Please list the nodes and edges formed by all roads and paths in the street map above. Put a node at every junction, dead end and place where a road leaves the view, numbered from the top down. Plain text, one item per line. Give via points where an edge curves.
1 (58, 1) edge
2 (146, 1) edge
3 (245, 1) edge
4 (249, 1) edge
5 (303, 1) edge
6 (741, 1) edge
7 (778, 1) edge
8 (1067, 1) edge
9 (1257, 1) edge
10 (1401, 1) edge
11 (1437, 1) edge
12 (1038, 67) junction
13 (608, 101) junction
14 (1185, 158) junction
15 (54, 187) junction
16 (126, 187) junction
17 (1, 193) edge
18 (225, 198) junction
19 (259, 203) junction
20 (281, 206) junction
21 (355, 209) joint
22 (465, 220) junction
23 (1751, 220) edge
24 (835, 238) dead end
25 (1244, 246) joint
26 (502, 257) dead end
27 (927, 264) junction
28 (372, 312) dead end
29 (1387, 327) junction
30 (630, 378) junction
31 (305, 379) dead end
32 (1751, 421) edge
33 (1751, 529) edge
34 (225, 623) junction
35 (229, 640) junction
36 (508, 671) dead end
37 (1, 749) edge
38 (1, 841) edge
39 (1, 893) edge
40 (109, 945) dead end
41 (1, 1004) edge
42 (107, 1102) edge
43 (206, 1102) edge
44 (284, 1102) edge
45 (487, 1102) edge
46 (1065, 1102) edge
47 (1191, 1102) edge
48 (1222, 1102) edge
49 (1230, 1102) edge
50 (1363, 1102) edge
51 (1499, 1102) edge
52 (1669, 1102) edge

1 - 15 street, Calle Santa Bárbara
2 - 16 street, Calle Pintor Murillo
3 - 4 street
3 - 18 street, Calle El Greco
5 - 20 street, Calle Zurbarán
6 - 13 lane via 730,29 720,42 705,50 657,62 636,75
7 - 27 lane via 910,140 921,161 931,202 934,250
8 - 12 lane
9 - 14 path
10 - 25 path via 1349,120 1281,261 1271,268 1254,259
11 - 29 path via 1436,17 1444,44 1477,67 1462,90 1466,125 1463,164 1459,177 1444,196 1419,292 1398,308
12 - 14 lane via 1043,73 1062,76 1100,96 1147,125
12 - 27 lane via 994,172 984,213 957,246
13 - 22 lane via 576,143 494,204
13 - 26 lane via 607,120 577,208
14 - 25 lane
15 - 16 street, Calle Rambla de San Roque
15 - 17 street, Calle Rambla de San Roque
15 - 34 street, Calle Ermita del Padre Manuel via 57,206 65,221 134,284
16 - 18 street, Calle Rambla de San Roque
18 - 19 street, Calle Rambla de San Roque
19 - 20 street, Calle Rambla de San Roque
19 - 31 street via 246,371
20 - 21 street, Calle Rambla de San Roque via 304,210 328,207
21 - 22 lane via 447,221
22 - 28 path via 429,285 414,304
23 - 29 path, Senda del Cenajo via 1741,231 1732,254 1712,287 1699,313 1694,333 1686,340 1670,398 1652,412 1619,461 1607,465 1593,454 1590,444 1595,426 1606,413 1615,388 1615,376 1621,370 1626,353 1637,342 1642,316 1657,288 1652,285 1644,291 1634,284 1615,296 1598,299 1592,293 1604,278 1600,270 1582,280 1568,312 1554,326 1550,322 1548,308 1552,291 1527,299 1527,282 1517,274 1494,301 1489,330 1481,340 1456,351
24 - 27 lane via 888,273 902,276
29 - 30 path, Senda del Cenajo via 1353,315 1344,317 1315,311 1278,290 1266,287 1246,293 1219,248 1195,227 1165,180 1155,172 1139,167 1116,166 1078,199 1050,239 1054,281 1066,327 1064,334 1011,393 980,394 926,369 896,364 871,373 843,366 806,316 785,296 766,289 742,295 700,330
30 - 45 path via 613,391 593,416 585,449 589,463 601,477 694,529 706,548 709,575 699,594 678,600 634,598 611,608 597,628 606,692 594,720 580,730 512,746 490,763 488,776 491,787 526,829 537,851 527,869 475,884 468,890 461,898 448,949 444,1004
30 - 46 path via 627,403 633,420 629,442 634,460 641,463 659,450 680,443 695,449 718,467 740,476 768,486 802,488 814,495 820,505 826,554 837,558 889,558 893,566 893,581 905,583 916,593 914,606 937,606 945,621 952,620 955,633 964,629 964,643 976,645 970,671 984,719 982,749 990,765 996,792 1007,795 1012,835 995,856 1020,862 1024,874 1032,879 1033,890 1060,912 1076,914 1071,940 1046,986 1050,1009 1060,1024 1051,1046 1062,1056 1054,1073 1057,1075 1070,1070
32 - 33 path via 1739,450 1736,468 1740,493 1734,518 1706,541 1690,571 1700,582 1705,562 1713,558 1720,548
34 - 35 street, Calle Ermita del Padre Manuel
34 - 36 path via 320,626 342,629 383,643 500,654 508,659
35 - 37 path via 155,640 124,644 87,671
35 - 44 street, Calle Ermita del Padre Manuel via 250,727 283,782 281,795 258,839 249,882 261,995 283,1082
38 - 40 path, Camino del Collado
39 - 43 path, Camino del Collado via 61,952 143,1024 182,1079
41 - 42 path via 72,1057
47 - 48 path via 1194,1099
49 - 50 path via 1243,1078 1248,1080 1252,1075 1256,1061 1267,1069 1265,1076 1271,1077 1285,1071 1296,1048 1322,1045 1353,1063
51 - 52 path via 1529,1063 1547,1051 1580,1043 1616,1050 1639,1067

» What the task asks:
Copy out each line of the material above that holds the word "Senda".

» Exercise response:
23 - 29 path, Senda del Cenajo via 1741,231 1732,254 1712,287 1699,313 1694,333 1686,340 1670,398 1652,412 1619,461 1607,465 1593,454 1590,444 1595,426 1606,413 1615,388 1615,376 1621,370 1626,353 1637,342 1642,316 1657,288 1652,285 1644,291 1634,284 1615,296 1598,299 1592,293 1604,278 1600,270 1582,280 1568,312 1554,326 1550,322 1548,308 1552,291 1527,299 1527,282 1517,274 1494,301 1489,330 1481,340 1456,351
29 - 30 path, Senda del Cenajo via 1353,315 1344,317 1315,311 1278,290 1266,287 1246,293 1219,248 1195,227 1165,180 1155,172 1139,167 1116,166 1078,199 1050,239 1054,281 1066,327 1064,334 1011,393 980,394 926,369 896,364 871,373 843,366 806,316 785,296 766,289 742,295 700,330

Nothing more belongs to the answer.